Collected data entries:
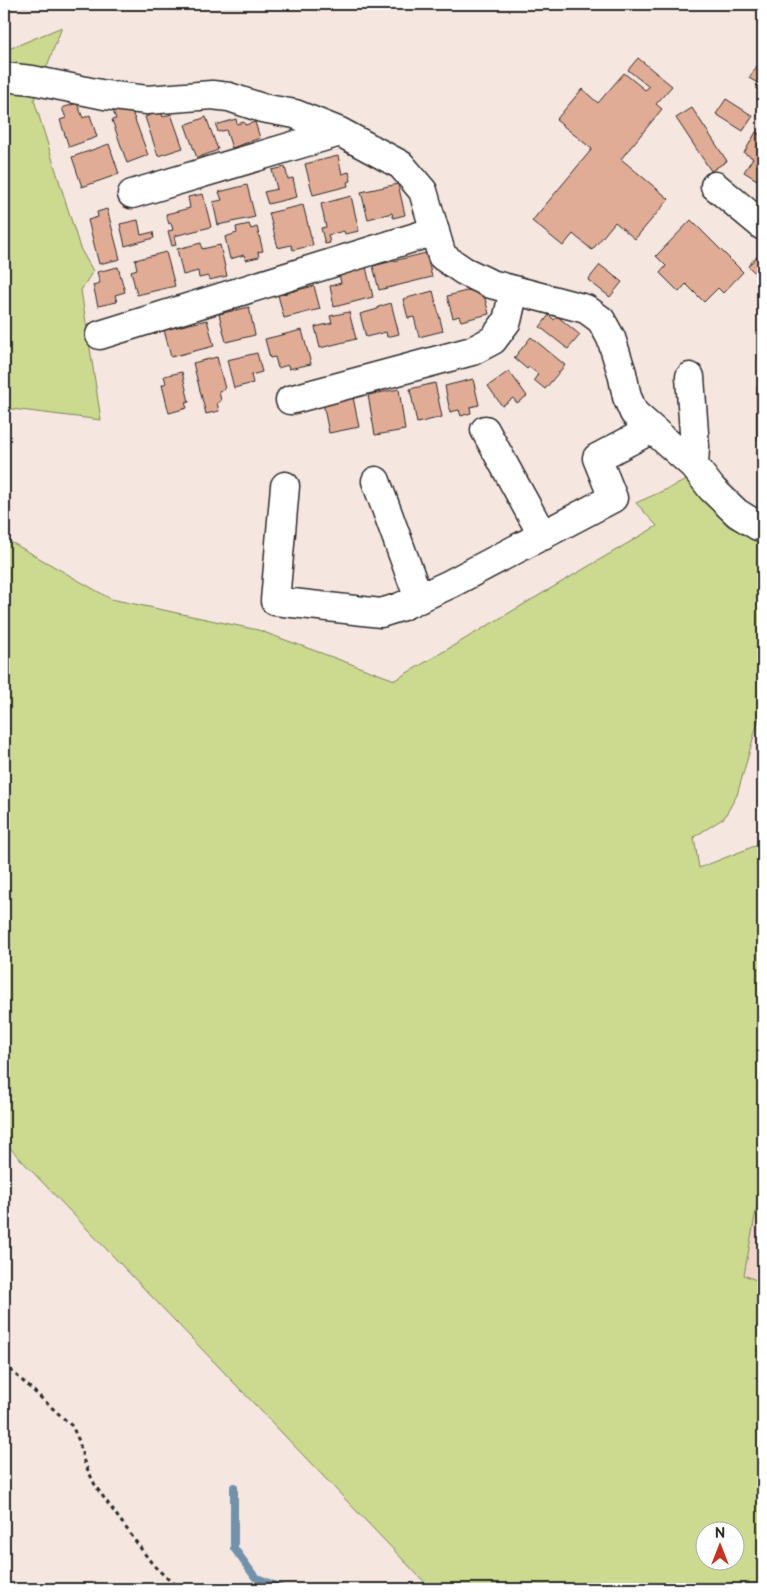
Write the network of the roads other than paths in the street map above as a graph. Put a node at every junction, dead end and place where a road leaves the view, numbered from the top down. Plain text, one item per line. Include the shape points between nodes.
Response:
1 (4, 76) edge
2 (340, 132) junction
3 (715, 186) dead end
4 (132, 194) dead end
5 (763, 226) edge
6 (435, 231) junction
7 (514, 290) junction
8 (100, 335) dead end
9 (690, 377) dead end
10 (290, 400) dead end
11 (652, 429) junction
12 (486, 430) dead end
13 (694, 466) junction
14 (376, 481) dead end
15 (285, 486) dead end
16 (763, 527) edge
17 (543, 536) junction
18 (419, 599) junction

1 - 2 street via 147,100 212,95 229,97 295,114
2 - 4 street
2 - 6 street via 401,165 423,191
3 - 5 street
6 - 7 street via 442,256 464,272
6 - 8 street
7 - 10 street via 507,321 493,340 472,351
7 - 11 street via 586,309 602,320 611,338 634,413
9 - 13 street
11 - 13 street
11 - 17 street via 597,458 613,498
12 - 17 street
13 - 16 street via 737,513
14 - 18 street
15 - 18 street via 275,601 381,613
17 - 18 street

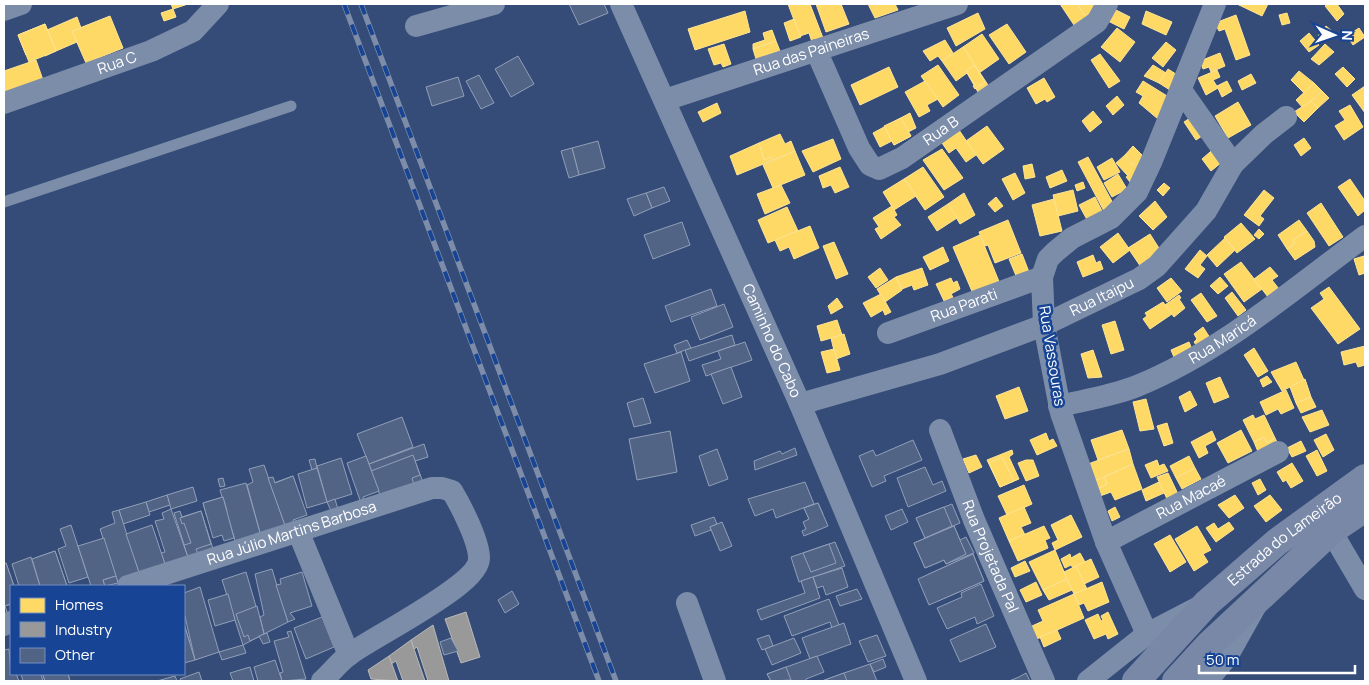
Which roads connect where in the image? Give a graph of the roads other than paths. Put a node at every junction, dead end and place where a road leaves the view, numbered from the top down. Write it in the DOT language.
graph roads {
  1 [pos="21,4"];
  2 [pos="218,4"];
  3 [pos="494,4"];
  4 [pos="621,4"];
  5 [pos="957,4"];
  6 [pos="1107,4"];
  7 [pos="1215,4"];
  8 [pos="4,10"];
  9 [pos="416,26"];
  10 [pos="816,50"];
  11 [pos="1181,90"];
  12 [pos="665,100"];
  13 [pos="4,103"];
  14 [pos="291,106"];
  15 [pos="1286,117"];
  16 [pos="1233,164"];
  17 [pos="4,202"];
  18 [pos="1365,236"];
  19 [pos="1042,277"];
  20 [pos="1044,325"];
  21 [pos="888,333"];
  22 [pos="800,404"];
  23 [pos="1059,406"];
  24 [pos="940,430"];
  25 [pos="1278,452"];
  26 [pos="1365,478"];
  27 [pos="1365,508"];
  28 [pos="298,531"];
  29 [pos="1331,531"];
  30 [pos="1106,542"];
  31 [pos="131,585"];
  32 [pos="1365,589"];
  33 [pos="1262,595"];
  34 [pos="687,603"];
  35 [pos="1207,603"];
  36 [pos="1147,634"];
  37 [pos="349,655"];
  38 [pos="322,681"];
  39 [pos="715,681"];
  40 [pos="916,681"];
  41 [pos="1044,681"];
  42 [pos="1088,681"];
  43 [pos="1136,681"];
  44 [pos="1176,681"];
  45 [pos="1207,681"];
  1 -- 8 [label="street"];
  2 -- 13 [label="street, Rua C"];
  3 -- 9 [label="street"];
  4 -- 12 [label="street, Caminho do Cabo"];
  5 -- 10 [label="street, Rua das Paineiras"];
  6 -- 10 [label="street, Rua B"];
  7 -- 11 [label="street, Rua Vassouras"];
  10 -- 12 [label="street, Rua das Paineiras"];
  11 -- 16 [label="street"];
  11 -- 19 [label="street, Rua Vassouras"];
  12 -- 22 [label="street, Caminho do Cabo"];
  14 -- 17 [label="lane"];
  15 -- 16 [label="street, Rua Itaipu"];
  16 -- 20 [label="street, Rua Itaipu"];
  18 -- 23 [label="street, Rua Maricá"];
  19 -- 20 [label="street, Rua Vassouras"];
  19 -- 21 [label="street, Rua Parati"];
  20 -- 22 [label="street, Rua Itaipu"];
  20 -- 23 [label="street, Rua Vassouras"];
  22 -- 40 [label="street, Caminho do Cabo"];
  23 -- 30 [label="street, Rua Vassouras"];
  24 -- 41 [label="street, Rua Projetada Pal"];
  25 -- 30 [label="street, Rua Macaé"];
  26 -- 35 [label="main road, Estrada do Lameirão"];
  27 -- 29 [label="main road, Estrada do Lameirão"];
  28 -- 31 [label="street, Rua Júlio Martins Barbosa"];
  28 -- 37 [label="street"];
  28 -- 37 [label="street, Rua Júlio Martins Barbosa"];
  29 -- 32 [label="street"];
  29 -- 33 [label="main road, Estrada do Lameirão"];
  30 -- 36 [label="street, Rua Vassouras"];
  33 -- 44 [label="main road, Estrada do Lameirão"];
  33 -- 45 [label="street, Estrada do Lameirão"];
  34 -- 39 [label="street"];
  35 -- 36 [label="street, Estrada do Lameirão"];
  35 -- 43 [label="main road, Estrada do Lameirão"];
  36 -- 42 [label="street, Estrada do Lameirão"];
  37 -- 38 [label="street"];
}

## Activity
Wherever a line in the records contains the word "place", copy that line.

## Answer to the exercise
Write the network of the roads other than paths in the street map above as a graph. Put a node at every junction, dead end and place where a road leaves the view, numbered from the top down. Plain text, one item per line. Include the shape points between nodes.
Which roads connect where in the image? Give a graph of the roads other than paths. Put a node at every junction, dead end and place where a road leaves the view, numbered from the top down. Write it in the DOT language.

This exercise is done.